Finance Secretary John Swinney: 'cooler heads' should accept the local government funding deal
Finance Secretary John Swinney remains hopeful that with “cooler heads” councils will come to accept the Scottish Government’s deal on local government funding.
He was responding to COSLA and the Scottish Local Government Partnership (SLGP)’s rejection of his finance settlement for local government on Friday, which COSLA president Councillor David O’Neill described as “totally unacceptable and an attack on our democratic mandate”.
John Swinney called the Scottish Government’s funding proposals “a strong but challenging financial settlement for local government, despite cuts to the central budget by the UK Government”.
“It is a deal that will see an additional £250 million invested in social care, it will help councils deliver the Living Wage, giving 40,000 people a pay rise, it will freeze council tax for a ninth consecutive year, and it protects the pupil-teacher ratio, helping improve attainment,” he said.
“Overall, as a percentage of total revenue expenditure, the reduction in local authority budgets is around just two per cent.
“So while I recognise this will not be easy for councils to accommodate, some of the language used to describe the deal has been unnecessary.

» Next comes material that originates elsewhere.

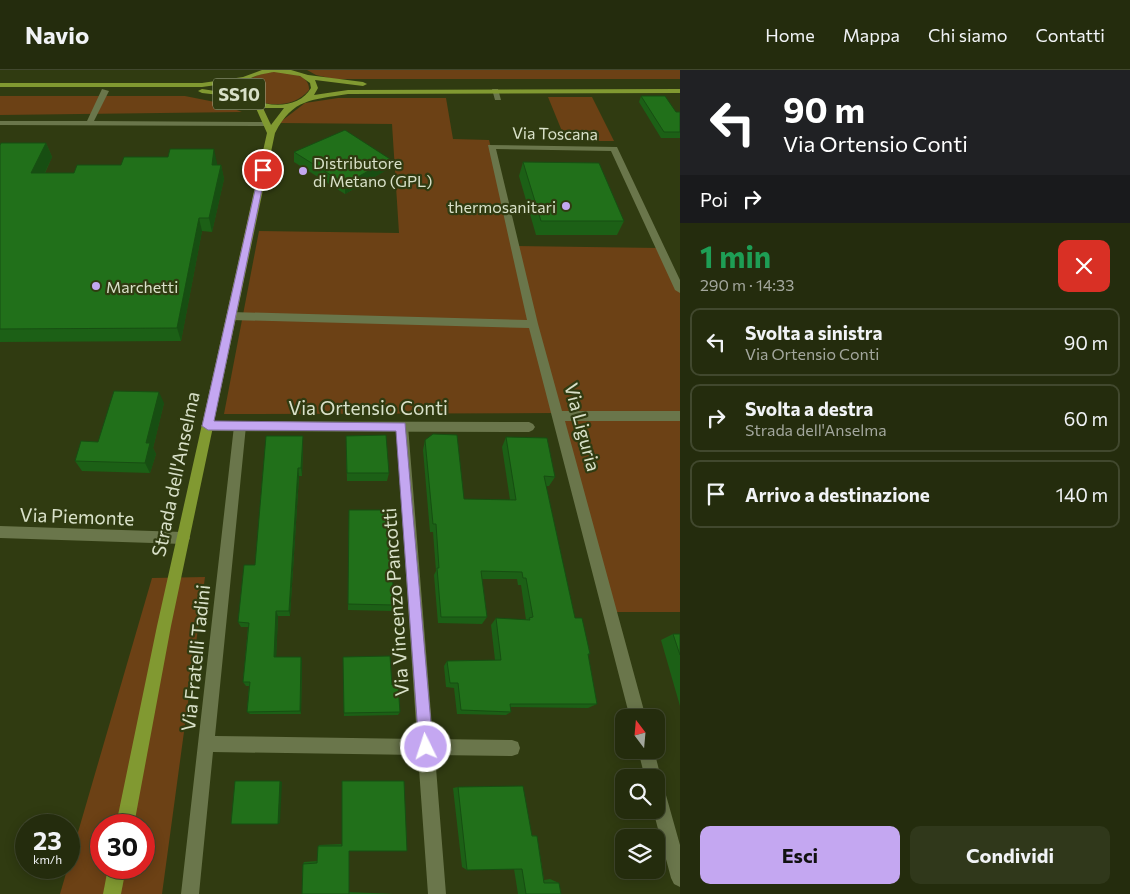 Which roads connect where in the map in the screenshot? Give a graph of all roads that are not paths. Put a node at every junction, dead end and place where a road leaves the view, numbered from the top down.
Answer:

“I hope and expect cooler heads will come to realise this is a deal councils can and should accept.”
GMB Scotland and the STUC will lobby the Scottish Parliament about local government funding this afternoon while MSPs are debating the draft budget, including the local government finance settlement.
The STUC is calling on the Scottish Government to end the council tax freeze and reform the small business bonus scheme, which it estimates is costing nearly £200m per year, while urging councils to honour agreements on teacher numbers and to pay the living wage to care workers.
STUC General Secretary Grahame Smith said: “The Scottish Government has been placed in a very difficult position as a result of the UK Government’s continuing austerity agenda.
“This year’s settlement was even worse than most were predicting.
“However, this cannot obscure the fact that the settlement for local government is particularly bad and councils are effectively being denied to opportunity to raise their own revenue to protect services and jobs.”